▸ **Brief**:
The required output is a copy of each line in the material below that includes "than".

*** Extracted material ***

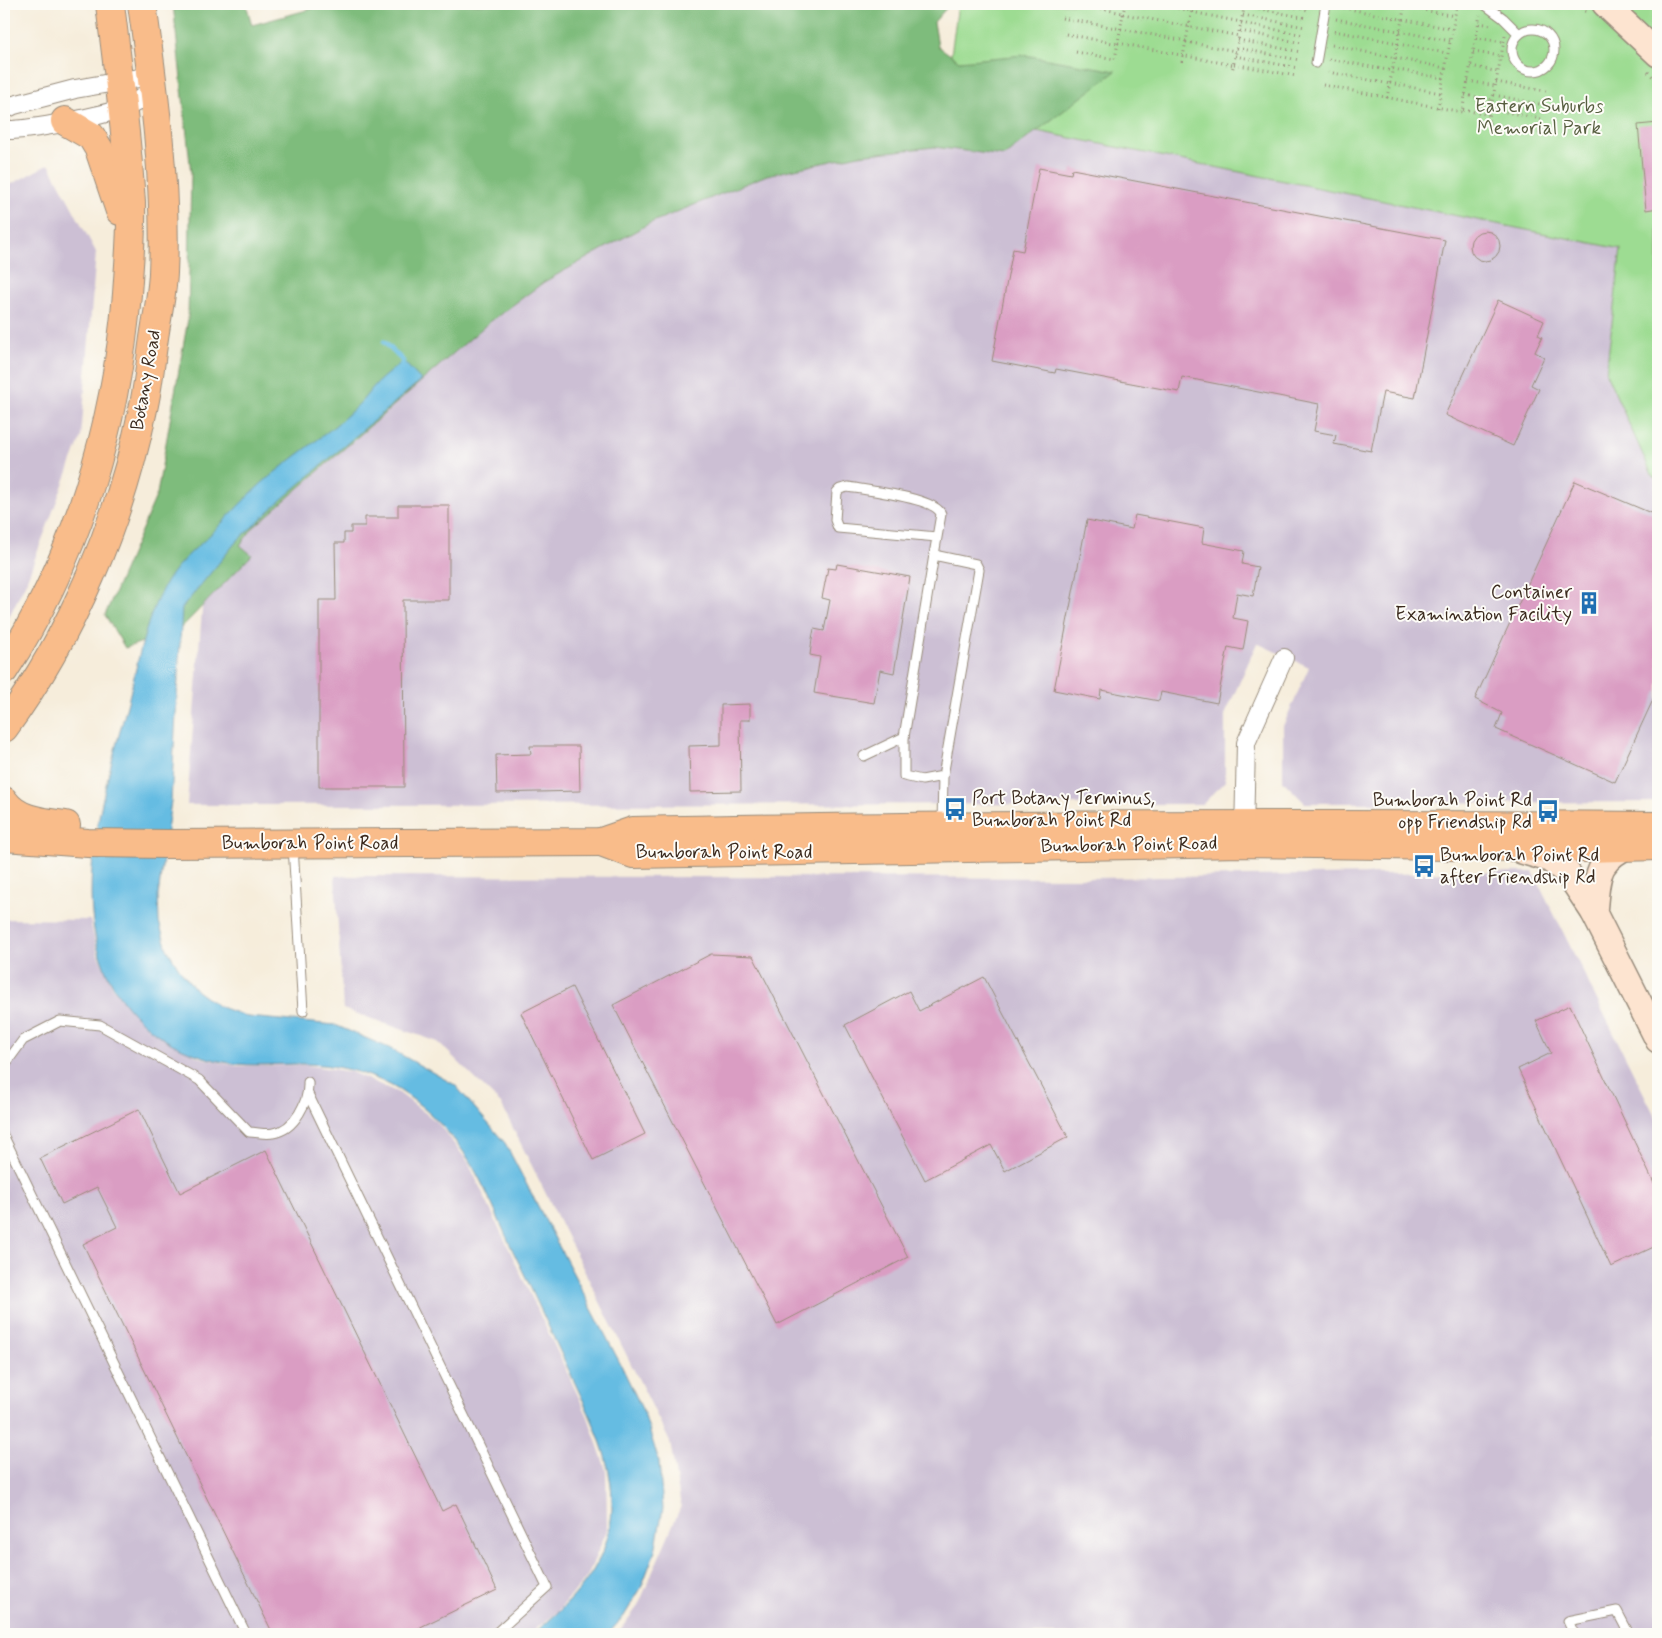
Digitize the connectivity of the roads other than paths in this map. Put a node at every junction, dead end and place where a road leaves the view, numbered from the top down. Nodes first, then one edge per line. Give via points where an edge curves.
1 (110, 4) edge
2 (142, 4) edge
3 (1326, 4) edge
4 (1605, 4) edge
5 (1482, 7) edge
6 (1519, 34) junction
7 (1658, 54) edge
8 (1316, 63) dead end
9 (152, 79) junction
10 (119, 80) junction
11 (122, 107) junction
12 (4, 110) edge
13 (66, 121) junction
14 (4, 130) edge
15 (130, 251) junction
16 (937, 537) junction
17 (934, 555) junction
18 (1284, 658) dead end
19 (4, 670) edge
20 (4, 728) edge
21 (904, 737) junction
22 (864, 756) dead end
23 (943, 776) junction
24 (4, 801) edge
25 (942, 825) junction
26 (1658, 826) edge
27 (1658, 830) edge
28 (1244, 833) junction
29 (91, 835) junction
30 (4, 837) edge
31 (868, 839) junction
32 (293, 843) junction
33 (1626, 846) junction
34 (1658, 846) edge
35 (1507, 847) junction
36 (1594, 913) junction
37 (303, 1012) dead end
38 (1658, 1040) edge
39 (4, 1066) edge
40 (308, 1082) dead end
41 (308, 1094) junction
42 (4, 1137) edge
43 (246, 1634) edge
44 (496, 1634) edge
45 (1574, 1634) edge
46 (1629, 1634) edge

1 - 10 main road, Botany Road
2 - 9 main road, Botany Road
3 - 8 lane
4 - 7 street
5 - 6 lane via 1504,18
6 - 6 lane via 1536,29 1550,38 1554,53 1546,66 1533,71 1516,63 1512,51
9 - 10 street
9 - 11 street via 150,91
9 - 20 main road, Botany Road via 161,183 163,274 144,408 122,494 79,600 53,650
10 - 11 main road, Botany Road
10 - 12 street
11 - 13 street
11 - 15 main road, Botany Road via 131,204
13 - 14 street
13 - 15 main road via 91,136 99,149 117,197
15 - 19 main road, Botany Road via 123,343 97,466 62,561 32,623
16 - 16 lane via 838,528 835,520 837,492 848,487 907,497 935,506 941,514
16 - 17 lane
17 - 21 lane
17 - 23 lane via 976,564 979,570
18 - 28 street via 1246,743
21 - 22 lane
21 - 23 lane via 904,776 922,780
23 - 25 lane
24 - 29 main road, Bumborah Point Road via 15,812 31,820
25 - 28 main road, Bumborah Point Road
25 - 31 main road, Bumborah Point Road
26 - 28 main road, Bumborah Point Road
27 - 33 street
28 - 31 main road, Bumborah Point Road
28 - 35 main road, Bumborah Point Road
29 - 30 main road, Bumborah Point Road
29 - 32 main road, Bumborah Point Road via 168,844
31 - 32 main road, Bumborah Point Road via 633,831 601,842
32 - 37 lane
33 - 34 main road, Bumborah Point Road
33 - 35 main road, Bumborah Point Road
33 - 36 street via 1611,855 1599,872
35 - 36 street via 1549,859 1567,872
36 - 38 street
39 - 41 lane via 23,1040 60,1022 100,1025 199,1080 249,1132 274,1134 290,1125
40 - 41 lane
41 - 44 lane via 547,1587
42 - 43 lane
45 - 46 lane via 1568,1621 1617,1610

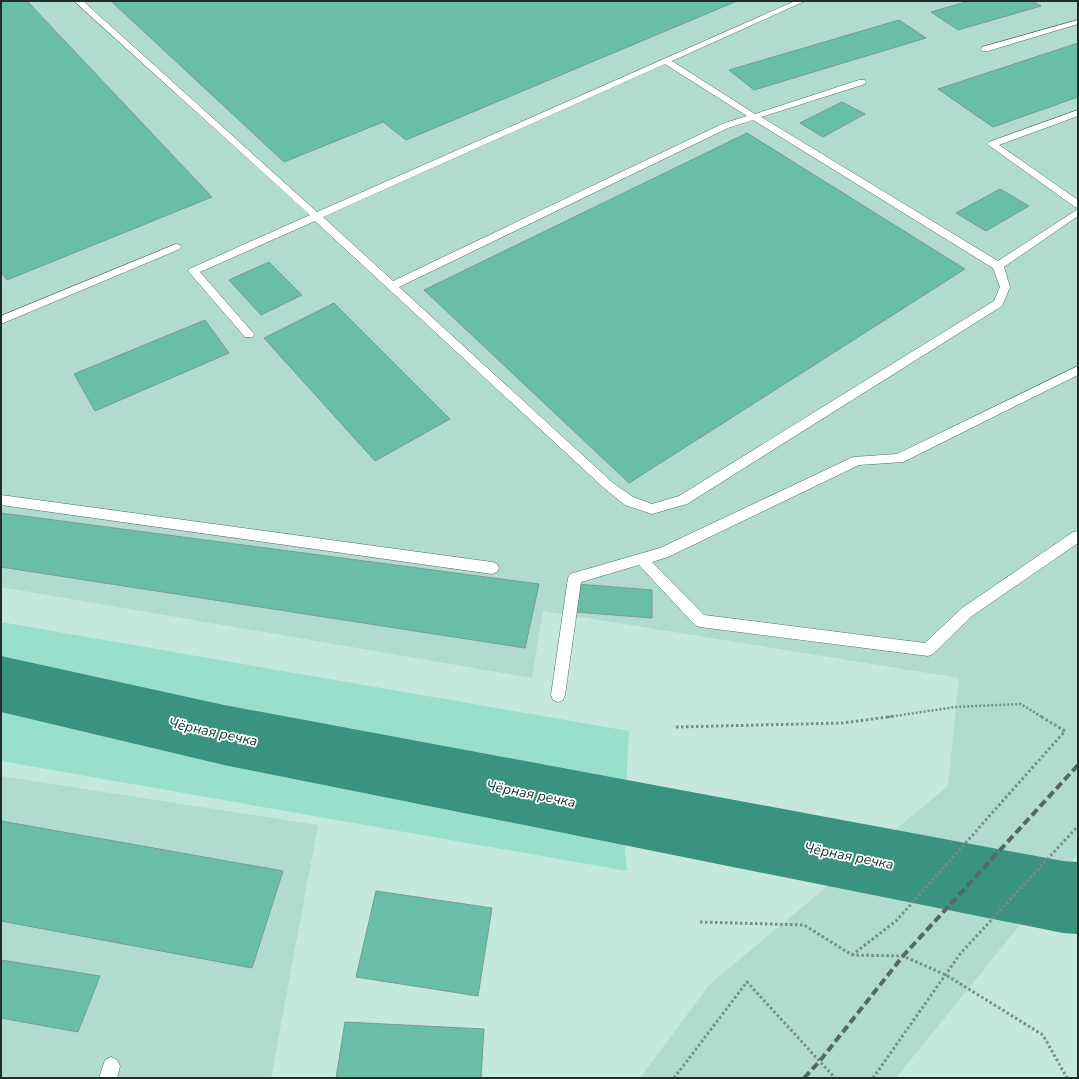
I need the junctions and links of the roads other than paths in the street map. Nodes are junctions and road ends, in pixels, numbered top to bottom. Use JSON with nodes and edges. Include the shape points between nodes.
{"nodes":[{"id":1,"x":78,"y":1,"type":"edge"},
{"id":2,"x":801,"y":1,"type":"edge"},
{"id":3,"x":1078,"y":22,"type":"edge"},
{"id":4,"x":986,"y":49,"type":"dead end"},
{"id":5,"x":666,"y":61,"type":"junction"},
{"id":6,"x":862,"y":82,"type":"dead end"},
{"id":7,"x":1078,"y":113,"type":"edge"},
{"id":8,"x":754,"y":117,"type":"junction"},
{"id":9,"x":1078,"y":205,"type":"edge"},
{"id":10,"x":1078,"y":212,"type":"edge"},
{"id":11,"x":317,"y":216,"type":"junction"},
{"id":12,"x":176,"y":247,"type":"dead end"},
{"id":13,"x":998,"y":266,"type":"junction"},
{"id":14,"x":392,"y":286,"type":"junction"},
{"id":15,"x":1,"y":320,"type":"edge"},
{"id":16,"x":248,"y":334,"type":"dead end"},
{"id":17,"x":1078,"y":370,"type":"edge"},
{"id":18,"x":1,"y":500,"type":"edge"},
{"id":19,"x":1078,"y":536,"type":"edge"},
{"id":20,"x":641,"y":559,"type":"junction"},
{"id":21,"x":492,"y":568,"type":"dead end"},
{"id":22,"x":558,"y":695,"type":"dead end"}],
"edges":[{"from":1,"to":11,"type":"lane"},
{"from":2,"to":5,"type":"lane"},
{"from":3,"to":4,"type":"lane"},
{"from":5,"to":8,"type":"lane"},
{"from":5,"to":11,"type":"lane"},
{"from":6,"to":8,"type":"lane"},
{"from":7,"to":9,"type":"lane","via":[[992,144]]},
{"from":8,"to":13,"type":"lane"},
{"from":8,"to":14,"type":"lane","via":[[725,126]]},
{"from":10,"to":13,"type":"lane"},
{"from":11,"to":14,"type":"lane"},
{"from":11,"to":16,"type":"lane","via":[[193,271]]},
{"from":12,"to":15,"type":"lane"},
{"from":13,"to":14,"type":"lane","via":[[1005,287],[998,303],[683,500],[652,509],[629,501],[609,486]]},
{"from":17,"to":20,"type":"lane","via":[[899,459],[857,460],[663,553]]},
{"from":18,"to":21,"type":"lane"},
{"from":19,"to":20,"type":"lane","via":[[967,612],[928,650],[700,620]]},
{"from":20,"to":22,"type":"lane","via":[[575,578]]}]}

*** End of Extracted material ***

▸ **Written response**:
Digitize the connectivity of the roads other than paths in this map. Put a node at every junction, dead end and place where a road leaves the view, numbered from the top down. Nodes first, then one edge per line. Give via points where an edge curves.
I need the junctions and links of the roads other than paths in the street map. Nodes are junctions and road ends, in pixels, numbered top to bottom. Use JSON with nodes and edges. Include the shape points between nodes.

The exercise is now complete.